The research is preliminary and doesn’t prove that social
drinking during pregnancy causes major damage to the
fetus. In fact, researchers know that a woman’s body
can protect the fetus to some degree from potentially
damaging substances like alcohol. Still, this research
raises some troubling questions about the safety of
light drinking during pregnancy and the implications
for the child later in life.
The studies show that:
* Pregnant women who drank as little as one drink a
week during pregnancy had teens who lagged slightly
behind when it came to weight and height.
* Rat pups exposed to alcohol in the womb are more likely
to develop breast cancer as adults. The findings may
not apply to humans. But if they do, they suggest that
pregnant women who drink may put their unborn daughters
at risk of developing breast cancer decades later.
The worry of potential risks from light drinking during
pregnancy is real given the backdrop of studies clearly
showing that women who drink heavily run the risk of
delivering a baby with birth defects and brain damage.

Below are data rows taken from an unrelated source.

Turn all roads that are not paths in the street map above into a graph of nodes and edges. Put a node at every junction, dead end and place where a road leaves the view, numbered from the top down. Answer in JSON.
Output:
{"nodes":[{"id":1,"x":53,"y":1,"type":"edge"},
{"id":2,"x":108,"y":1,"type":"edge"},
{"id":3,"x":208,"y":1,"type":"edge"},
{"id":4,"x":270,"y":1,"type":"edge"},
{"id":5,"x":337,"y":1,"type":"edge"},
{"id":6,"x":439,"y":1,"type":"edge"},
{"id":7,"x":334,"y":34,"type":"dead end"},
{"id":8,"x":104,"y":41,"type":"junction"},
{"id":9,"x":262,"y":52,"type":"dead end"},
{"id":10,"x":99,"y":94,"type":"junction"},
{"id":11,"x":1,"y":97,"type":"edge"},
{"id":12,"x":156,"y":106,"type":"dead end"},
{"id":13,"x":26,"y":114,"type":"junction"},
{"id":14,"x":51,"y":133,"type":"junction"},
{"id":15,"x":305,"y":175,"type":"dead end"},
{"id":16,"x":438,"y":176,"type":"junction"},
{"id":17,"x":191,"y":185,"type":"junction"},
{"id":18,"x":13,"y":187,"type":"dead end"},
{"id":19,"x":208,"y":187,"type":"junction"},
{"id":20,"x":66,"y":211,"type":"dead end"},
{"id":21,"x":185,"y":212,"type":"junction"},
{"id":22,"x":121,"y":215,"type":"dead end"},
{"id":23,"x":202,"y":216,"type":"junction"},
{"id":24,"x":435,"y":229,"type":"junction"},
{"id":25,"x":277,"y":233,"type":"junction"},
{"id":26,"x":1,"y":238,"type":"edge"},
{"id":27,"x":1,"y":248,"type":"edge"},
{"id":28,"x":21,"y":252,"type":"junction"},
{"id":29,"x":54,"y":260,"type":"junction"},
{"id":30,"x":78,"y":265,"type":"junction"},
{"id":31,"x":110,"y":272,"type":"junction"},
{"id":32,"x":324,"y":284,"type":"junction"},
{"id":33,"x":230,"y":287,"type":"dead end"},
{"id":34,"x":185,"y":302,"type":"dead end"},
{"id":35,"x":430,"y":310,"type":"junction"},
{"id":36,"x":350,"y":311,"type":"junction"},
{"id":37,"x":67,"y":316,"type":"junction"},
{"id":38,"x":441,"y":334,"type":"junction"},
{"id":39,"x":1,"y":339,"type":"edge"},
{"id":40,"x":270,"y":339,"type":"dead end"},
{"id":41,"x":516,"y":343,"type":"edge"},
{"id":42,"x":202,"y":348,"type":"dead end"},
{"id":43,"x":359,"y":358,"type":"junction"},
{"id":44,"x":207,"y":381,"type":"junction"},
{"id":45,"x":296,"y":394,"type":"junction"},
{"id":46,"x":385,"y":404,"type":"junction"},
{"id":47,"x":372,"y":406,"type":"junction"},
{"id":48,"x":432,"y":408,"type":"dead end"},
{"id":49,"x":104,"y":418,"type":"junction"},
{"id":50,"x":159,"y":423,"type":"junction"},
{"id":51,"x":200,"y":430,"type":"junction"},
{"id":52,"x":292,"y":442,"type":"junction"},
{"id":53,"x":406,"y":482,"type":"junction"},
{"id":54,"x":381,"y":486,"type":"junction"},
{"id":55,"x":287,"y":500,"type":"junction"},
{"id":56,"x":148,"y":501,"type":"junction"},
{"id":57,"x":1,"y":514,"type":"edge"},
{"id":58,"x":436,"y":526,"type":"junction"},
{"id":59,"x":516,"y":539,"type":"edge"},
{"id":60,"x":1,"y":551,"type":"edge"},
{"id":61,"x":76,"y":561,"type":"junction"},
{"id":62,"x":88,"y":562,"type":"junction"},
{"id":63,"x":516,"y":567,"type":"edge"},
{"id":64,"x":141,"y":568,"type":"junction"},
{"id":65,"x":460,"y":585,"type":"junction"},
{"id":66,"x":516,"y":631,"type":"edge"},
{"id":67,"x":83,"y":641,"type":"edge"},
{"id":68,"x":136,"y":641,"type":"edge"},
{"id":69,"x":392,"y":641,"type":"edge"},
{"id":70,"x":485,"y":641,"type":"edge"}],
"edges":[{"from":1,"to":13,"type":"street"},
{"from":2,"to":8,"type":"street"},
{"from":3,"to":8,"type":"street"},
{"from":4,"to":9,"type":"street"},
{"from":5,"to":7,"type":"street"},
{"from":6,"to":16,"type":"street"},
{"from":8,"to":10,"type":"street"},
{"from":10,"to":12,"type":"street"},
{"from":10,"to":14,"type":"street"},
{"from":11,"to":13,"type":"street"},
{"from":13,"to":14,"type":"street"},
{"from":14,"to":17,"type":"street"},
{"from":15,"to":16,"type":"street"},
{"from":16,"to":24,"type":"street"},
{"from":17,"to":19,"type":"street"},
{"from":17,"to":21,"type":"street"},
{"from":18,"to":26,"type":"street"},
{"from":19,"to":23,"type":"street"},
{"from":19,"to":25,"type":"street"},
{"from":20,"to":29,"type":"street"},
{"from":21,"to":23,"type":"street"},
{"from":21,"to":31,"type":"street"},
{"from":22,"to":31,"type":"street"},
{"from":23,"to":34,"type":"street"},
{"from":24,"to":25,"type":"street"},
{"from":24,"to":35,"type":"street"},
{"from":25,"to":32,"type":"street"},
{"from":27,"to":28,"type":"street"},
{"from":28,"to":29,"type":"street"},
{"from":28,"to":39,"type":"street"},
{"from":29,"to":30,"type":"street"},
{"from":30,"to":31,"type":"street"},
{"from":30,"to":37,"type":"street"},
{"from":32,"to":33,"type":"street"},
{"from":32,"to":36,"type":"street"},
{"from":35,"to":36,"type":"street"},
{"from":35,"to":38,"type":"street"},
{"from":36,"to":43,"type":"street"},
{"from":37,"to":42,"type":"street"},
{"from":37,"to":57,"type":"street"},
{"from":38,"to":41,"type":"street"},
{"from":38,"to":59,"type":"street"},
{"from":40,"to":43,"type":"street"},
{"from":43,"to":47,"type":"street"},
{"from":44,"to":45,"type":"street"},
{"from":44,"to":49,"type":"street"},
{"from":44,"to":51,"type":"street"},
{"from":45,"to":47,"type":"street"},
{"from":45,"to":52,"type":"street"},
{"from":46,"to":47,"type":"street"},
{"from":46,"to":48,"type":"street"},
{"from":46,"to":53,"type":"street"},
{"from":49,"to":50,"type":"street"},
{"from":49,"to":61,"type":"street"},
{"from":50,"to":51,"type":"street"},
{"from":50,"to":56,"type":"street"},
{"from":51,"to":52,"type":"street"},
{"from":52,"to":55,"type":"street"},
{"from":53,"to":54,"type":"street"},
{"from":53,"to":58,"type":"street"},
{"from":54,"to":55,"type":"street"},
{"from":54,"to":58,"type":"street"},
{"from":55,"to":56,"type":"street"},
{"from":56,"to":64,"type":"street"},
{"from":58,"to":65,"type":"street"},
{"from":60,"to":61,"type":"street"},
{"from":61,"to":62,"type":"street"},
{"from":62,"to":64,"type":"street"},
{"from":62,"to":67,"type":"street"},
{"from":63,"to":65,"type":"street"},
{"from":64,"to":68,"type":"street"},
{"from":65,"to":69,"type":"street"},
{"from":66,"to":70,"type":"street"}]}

About 4,000 U.S. babies a year are born with fetal alcohol
syndrome.
Drinking large amounts of alcohol during pregnancy causes
mental retardation and serious growth deficits. But
researcher Nancy Day and her colleagues wondered if
smaller amounts of alcohol could cause more subtle problems.
“We
were able to find growth deficits at very low levels
— way below a drink a day,” says Day, an alcohol expert
at the University of Pittsburgh School of Medicine.
Day’s team began their study in 1983 by recruiting more
than 760 pregnant women. They asked the volunteers to
tell them how much they drank and then kept track of
the women and the kids. They later had information on
565 teenagers, who were 14 at the time.
In the October “Alcoholism: Clinical & Experimental
Research,” the team reports that women who drank as
little as one or two drinks a week had kids that weighed
about 3 pounds less than the kids whose mothers didn’t
drink. That weight difference widened the more the mothers
drank during pregnancy. The researchers controlled for
other factors that affected growth, such as diet.
The kids of women who drank alcohol also fell behind
on other markers of growth like height and head size.
The differences weren’t dramatic: These kids look normal
in every way, Day says. The delays almost certainly
won’t affect a child’s performance on the soccer field.
Alcohol,
breast cancer link
There’s no question that alcohol, in large amounts,
can hammer the developing fetal brain. Now a rat study
suggests that alcohol also possibly increases the risk
of breast cancer, a disease that kills 40,000 women
each year in the United States.
It has been known that adult women who drink can increase
their chances of developing breast cancer. That’s because
drinking raises the blood levels of the hormone estrogen.
This hormone tells breast cells to divide and can increase
the risk that a malignant breast tumor will start to
grow.
Leena Hilakivi-Clarke of the Georgetown University Medical
Center in Washington, D.C., and her colleagues gave
pregnant rats a daily dose of booze starting in the
second trimester. The rats delivered normal-looking
pups, but a close exam revealed that some had breast
tissue abnormalities that can set the stage for cancer.
Next the team exposed the rats to a chemical known to
cause breast cancer. Not every rat given this cancer-causing
agent got cancer. But the Georgetown team found that
rats with a history of alcohol exposure in the womb
had twice the risk of getting a breast tumor when compared
with rats that had never been exposed to alcohol.
Hilakivi-Clarke worries that the same pattern will hold
true for humans. She says alcohol in the mother’s blood
may leave a daughter with breast tissue that’s vulnerable
to cancer-causing chemicals in the environment. The
team reported their findings in October at the American
Association for Cancer Research meeting in Boston.